"Restricted Access To Death Records Hinders Essential Health Studies"
In an effort to curb identity theft and preserve private information, the Social Security Administration (SSA) instituted new rules to limit access to death records in November, interpreting a 1983 law to mean that the Administration cannot divulge certain state records to the public. But the changes have made it significantly more difficult for public health officials to update their data on research topics ranging from transplant availability rates to cancer prevention research.
According to the New York Times, the new policy hampers the researchers who need to access public health data and don’t have many good alternatives — such as the federal agency that determines whether or not certain transplant programs are effective enough to merit federal funding, which is no longer receiving its data on time due to the added burden of verifying a patient’s death:
“It’s very critical that we have an objective way to measure deaths,” Dr. Schold said. “Otherwise we’re getting the data from the centers we’re measuring, and that’s problematic” because they cannot track all former patients until death.
Gary Chase, the senior project manager of the Nurses’ Health Study, a 36-year Harvard examination of cancer prevalence among more than 200,000 women, said the new policy had “thrown us back to the pre-Internet era, where you’d start looking in the phone book for someone with a similar name and sending out a bunch of letters.”
Greta Lee Splansky, the director of operations for the Framingham Heart Study, which is based at Boston University, said the withheld records meant “the loss of a very valuable tool.”
Over six decades, the study has examined the causes and effects of heart disease in three generations of subjects who were originally from the same town in Massachusetts.
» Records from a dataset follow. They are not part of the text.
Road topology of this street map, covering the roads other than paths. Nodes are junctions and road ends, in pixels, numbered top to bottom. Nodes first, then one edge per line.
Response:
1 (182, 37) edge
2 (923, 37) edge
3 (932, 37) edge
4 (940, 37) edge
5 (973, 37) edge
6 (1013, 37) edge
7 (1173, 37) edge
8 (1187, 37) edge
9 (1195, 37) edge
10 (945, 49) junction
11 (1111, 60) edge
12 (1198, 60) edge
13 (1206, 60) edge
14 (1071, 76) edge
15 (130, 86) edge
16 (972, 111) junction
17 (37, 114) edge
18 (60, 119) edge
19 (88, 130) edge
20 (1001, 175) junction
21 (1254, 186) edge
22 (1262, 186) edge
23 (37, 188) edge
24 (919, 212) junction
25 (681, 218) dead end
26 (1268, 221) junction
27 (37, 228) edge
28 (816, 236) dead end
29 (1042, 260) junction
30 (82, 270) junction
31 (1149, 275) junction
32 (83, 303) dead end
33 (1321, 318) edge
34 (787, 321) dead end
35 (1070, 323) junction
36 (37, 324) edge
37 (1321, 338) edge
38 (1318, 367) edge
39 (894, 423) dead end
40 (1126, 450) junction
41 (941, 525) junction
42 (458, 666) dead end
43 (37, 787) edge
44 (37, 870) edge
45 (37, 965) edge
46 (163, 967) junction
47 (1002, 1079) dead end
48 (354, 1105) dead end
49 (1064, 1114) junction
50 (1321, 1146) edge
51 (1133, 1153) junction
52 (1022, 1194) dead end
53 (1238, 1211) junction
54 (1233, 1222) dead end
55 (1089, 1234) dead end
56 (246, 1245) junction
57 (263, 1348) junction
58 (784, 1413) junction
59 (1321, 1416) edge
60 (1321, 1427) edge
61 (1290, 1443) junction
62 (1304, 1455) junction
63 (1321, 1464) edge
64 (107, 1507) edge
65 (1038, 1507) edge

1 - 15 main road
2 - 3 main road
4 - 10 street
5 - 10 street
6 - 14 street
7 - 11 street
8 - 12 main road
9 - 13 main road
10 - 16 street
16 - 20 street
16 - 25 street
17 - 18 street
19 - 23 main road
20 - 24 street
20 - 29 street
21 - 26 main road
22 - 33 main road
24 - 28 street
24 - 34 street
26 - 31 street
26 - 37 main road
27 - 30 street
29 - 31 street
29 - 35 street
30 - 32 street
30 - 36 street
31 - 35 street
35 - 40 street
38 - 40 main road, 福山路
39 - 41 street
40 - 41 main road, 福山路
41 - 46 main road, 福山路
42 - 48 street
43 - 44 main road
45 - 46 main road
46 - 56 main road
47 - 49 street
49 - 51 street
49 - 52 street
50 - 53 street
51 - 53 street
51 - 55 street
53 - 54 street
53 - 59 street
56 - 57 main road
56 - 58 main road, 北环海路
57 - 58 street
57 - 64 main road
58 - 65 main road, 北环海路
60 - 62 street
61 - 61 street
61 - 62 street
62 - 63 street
Many are dying off. “It just slows us down,” Ms. Splansky said. “It’s wasting research dollars.”
The SSA, however, says that its officials’ hands are tied. Mark Hinkle, a spokesperson for the SSA, told the New York Times that researchers will have to collect data from the states while the SSA follows the law to the best of its program’s ability. The conflict demonstrates that even in an era of electronic records, information-sharing policy has not quite caught up with massive technological advances.
“We are not going to be on time until this problem is corrected,” said Dr. Bertram L. Kasiske, a Minneapolis nephrologist who directs the Scientific Registry of Transplant Recipients research group. “It’s a big deal. A lot of people look for these reports and depend on them.”